Stored dataset items:
○ ○ ○ ○

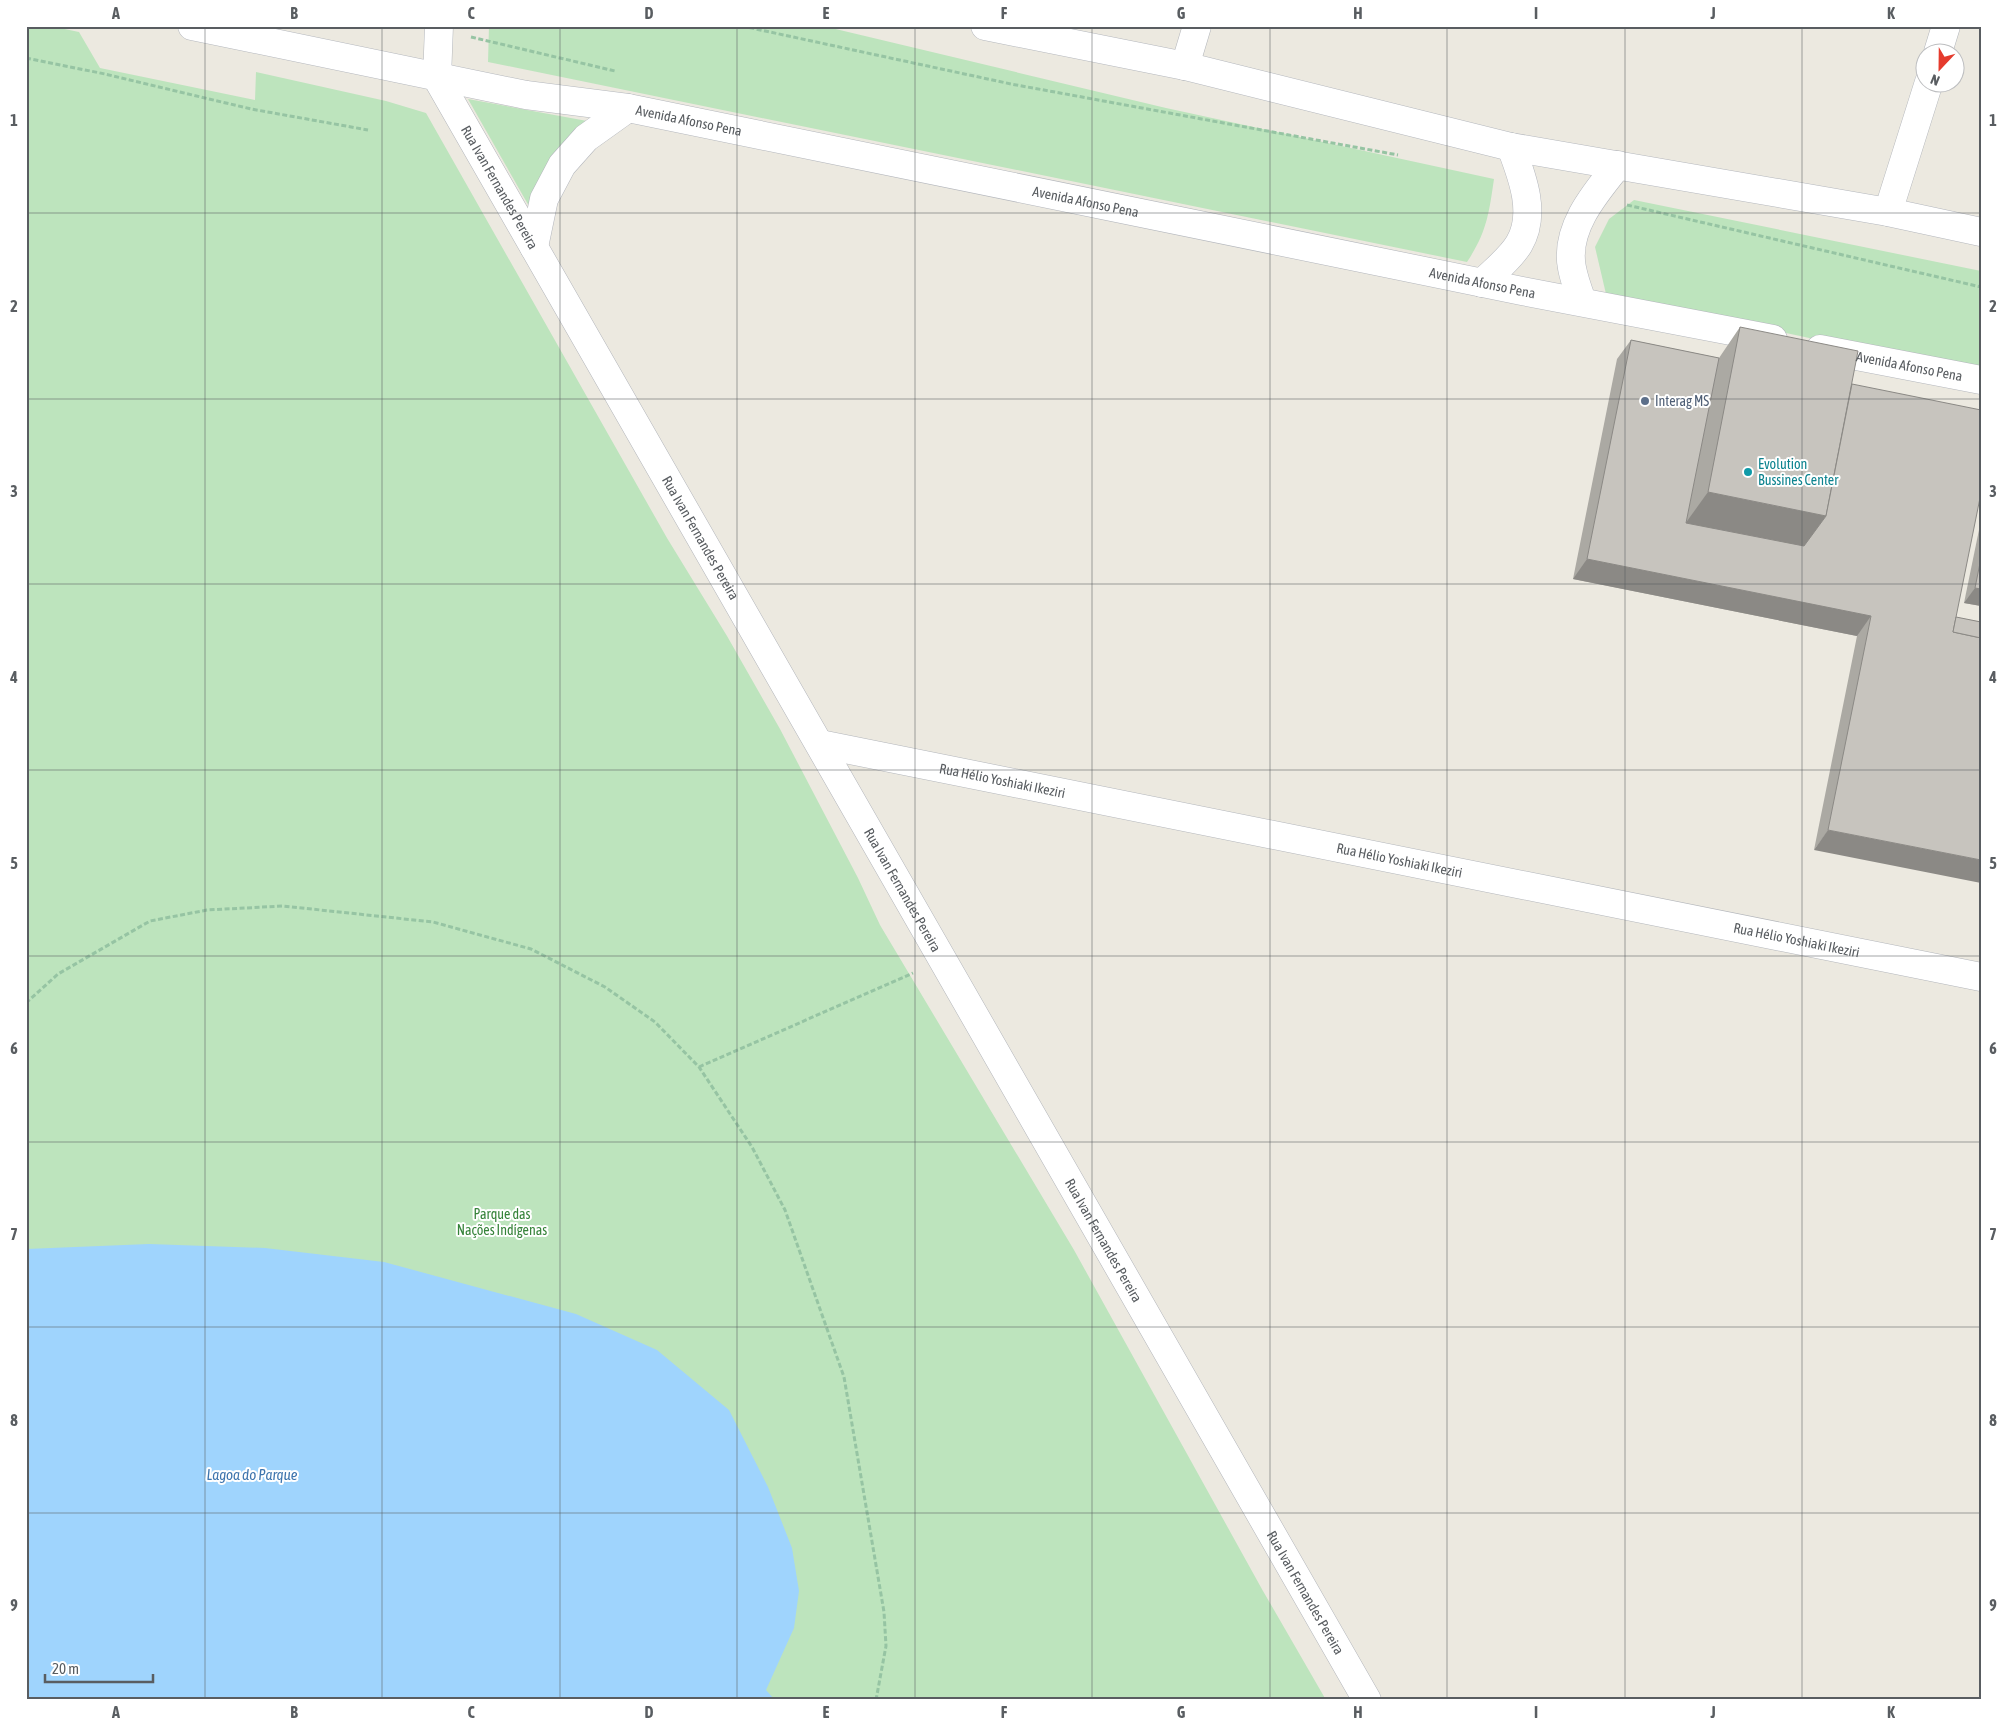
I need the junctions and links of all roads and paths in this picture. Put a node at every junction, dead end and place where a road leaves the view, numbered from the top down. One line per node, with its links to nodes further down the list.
1 (439, 26): 11 (main road)
2 (742, 26): 16 (path)
3 (985, 26): 10 (main road)
4 (1197, 26): 10 (main road)
5 (1946, 26): 8 (main road)
6 (203, 27): 7 (main road, Avenida Afonso Pena)
7 (288, 36): 11 (main road, Avenida Afonso Pena)
8 (1941, 42)
9 (26, 58): 14 (path)
10 (1185, 66): 15 (main road)
11 (437, 78): 13 (main road, Avenida Afonso Pena); 21 (main road, Rua Ivan Fernandes Pereira)
12 (1925, 92): 19 (main road)
13 (628, 108): 21 (main road); 22 (main road, Avenida Afonso Pena)
14 (368, 130)
15 (1511, 146): 17 (main road); 22 (main road)
16 (1407, 157)
17 (1618, 165): 18 (main road); 19 (main road)
18 (1592, 197): 23 (path); 24 (main road)
19 (1888, 212): 20 (main road)
20 (1981, 232)
21 (534, 247): 26 (main road, Rua Ivan Fernandes Pereira)
22 (1482, 283): 24 (main road, Avenida Afonso Pena)
23 (1981, 287)
24 (1582, 302): 25 (main road, Avenida Afonso Pena)
25 (1981, 380)
26 (820, 744): 27 (main road, Rua Ivan Fernandes Pereira); 28 (main road, Rua Hélio Yoshiaki Ikeziri)
27 (944, 960): 30 (path); 32 (main road, Rua Ivan Fernandes Pereira)
28 (1981, 977)
29 (26, 1003): 30 (path)
30 (699, 1067): 31 (path)
31 (876, 1700)
32 (1367, 1700)

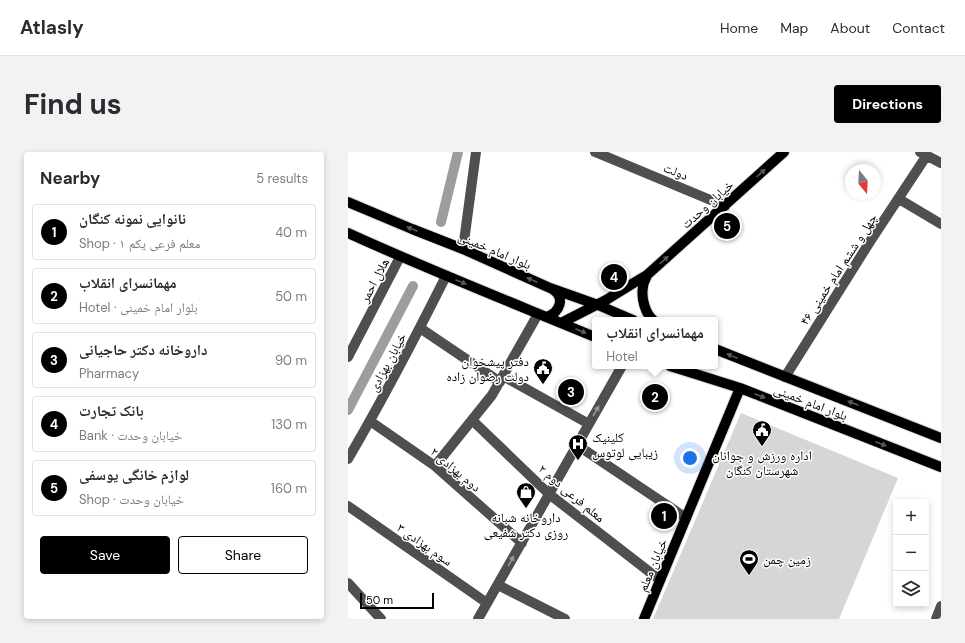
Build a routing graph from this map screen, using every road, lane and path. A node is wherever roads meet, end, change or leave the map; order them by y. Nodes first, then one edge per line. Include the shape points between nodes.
1 (476, 152) edge
2 (594, 152) edge
3 (784, 152) edge
4 (924, 154) edge
5 (941, 163) edge
6 (899, 199) junction
7 (348, 202) edge
8 (725, 206) junction
9 (941, 224) edge
10 (348, 233) edge
11 (463, 249) junction
12 (400, 257) junction
13 (647, 275) junction
14 (446, 276) junction
15 (550, 288) junction
16 (598, 305) junction
17 (542, 316) junction
18 (624, 317) edge
19 (650, 317) edge
20 (561, 323) junction
21 (420, 328) junction
22 (592, 336) edge
23 (718, 350) edge
24 (348, 357) edge
25 (620, 369) edge
26 (680, 369) edge
27 (785, 377) junction
28 (501, 379) junction
29 (740, 388) junction
30 (472, 420) junction
31 (370, 421) junction
32 (589, 424) junction
33 (941, 438) edge
34 (577, 445) junction
35 (348, 459) edge
36 (435, 466) junction
37 (941, 467) edge
38 (549, 494) junction
39 (348, 506) edge
40 (686, 518) junction
41 (522, 543) junction
42 (660, 580) junction
43 (348, 583) edge
44 (498, 585) junction
45 (487, 603) junction
46 (941, 606) edge
47 (381, 619) edge
48 (478, 619) edge
49 (565, 619) edge
50 (644, 619) edge
51 (936, 619) edge

1 - 11 street
2 - 8 street, دولت
8 -> 3 main road, خیابان وحدت
4 - 5 street
4 - 6 street, چهل و ششم امام خمینی ۴۶
6 - 9 street
6 - 27 street, چهل و ششم امام خمینی ۴۶
11 -> 7 main road, بلوار امام خمینی
13 -> 8 main road, خیابان وحدت
10 - 12 main road
15 -> 11 main road, بلوار امام خمینی
12 - 14 main road
12 - 24 street, هلال احمر
13 - 16 main road, خیابان وحدت
13 - 19 main road via 642,288 643,304
14 -> 17 main road
14 - 21 street, خیابان بهزادی
15 - 16 main road, بلوار امام خمینی
15 - 17 main road via 558,295 559,307 552,315
16 - 18 main road, بلوار امام خمینی
16 - 20 main road, خیابان وحدت
17 - 20 main road
17 - 28 street
20 -> 22 main road
21 - 28 street
21 - 31 street, خیابان بهزادی
27 -> 23 main road, بلوار امام خمینی
32 -> 25 street
26 - 29 main road, بلوار امام خمینی
33 -> 27 main road, بلوار امام خمینی
28 - 30 street
28 - 32 street
29 -> 37 main road, بلوار امام خمینی
29 - 40 main road, خیابان معلم
30 - 36 street
30 - 38 street, معلم فرعی دوم ۲
31 - 35 street, خیابان بهزادی
31 - 36 street, دوم بهزادی ۲
32 - 34 street
34 - 38 street
34 - 40 street
36 - 41 street, دوم بهزادی ۲
38 - 41 street
38 - 42 street, معلم فرعی دوم ۲
39 - 45 street, سوم بهزادی ۳
40 - 42 main road, خیابان معلم
44 -> 41 street
42 - 50 main road, خیابان معلم
43 - 47 street
44 - 45 street
44 - 49 street
45 - 48 street
46 - 51 street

○ ○ ○ ○

• _Brief_
Read through the lines above and collect those that contain the string "Pereira".

• _Exercise result_
11 (437, 78): 13 (main road, Avenida Afonso Pena); 21 (main road, Rua Ivan Fernandes Pereira)
21 (534, 247): 26 (main road, Rua Ivan Fernandes Pereira)
26 (820, 744): 27 (main road, Rua Ivan Fernandes Pereira); 28 (main road, Rua Hélio Yoshiaki Ikeziri)
27 (944, 960): 30 (path); 32 (main road, Rua Ivan Fernandes Pereira)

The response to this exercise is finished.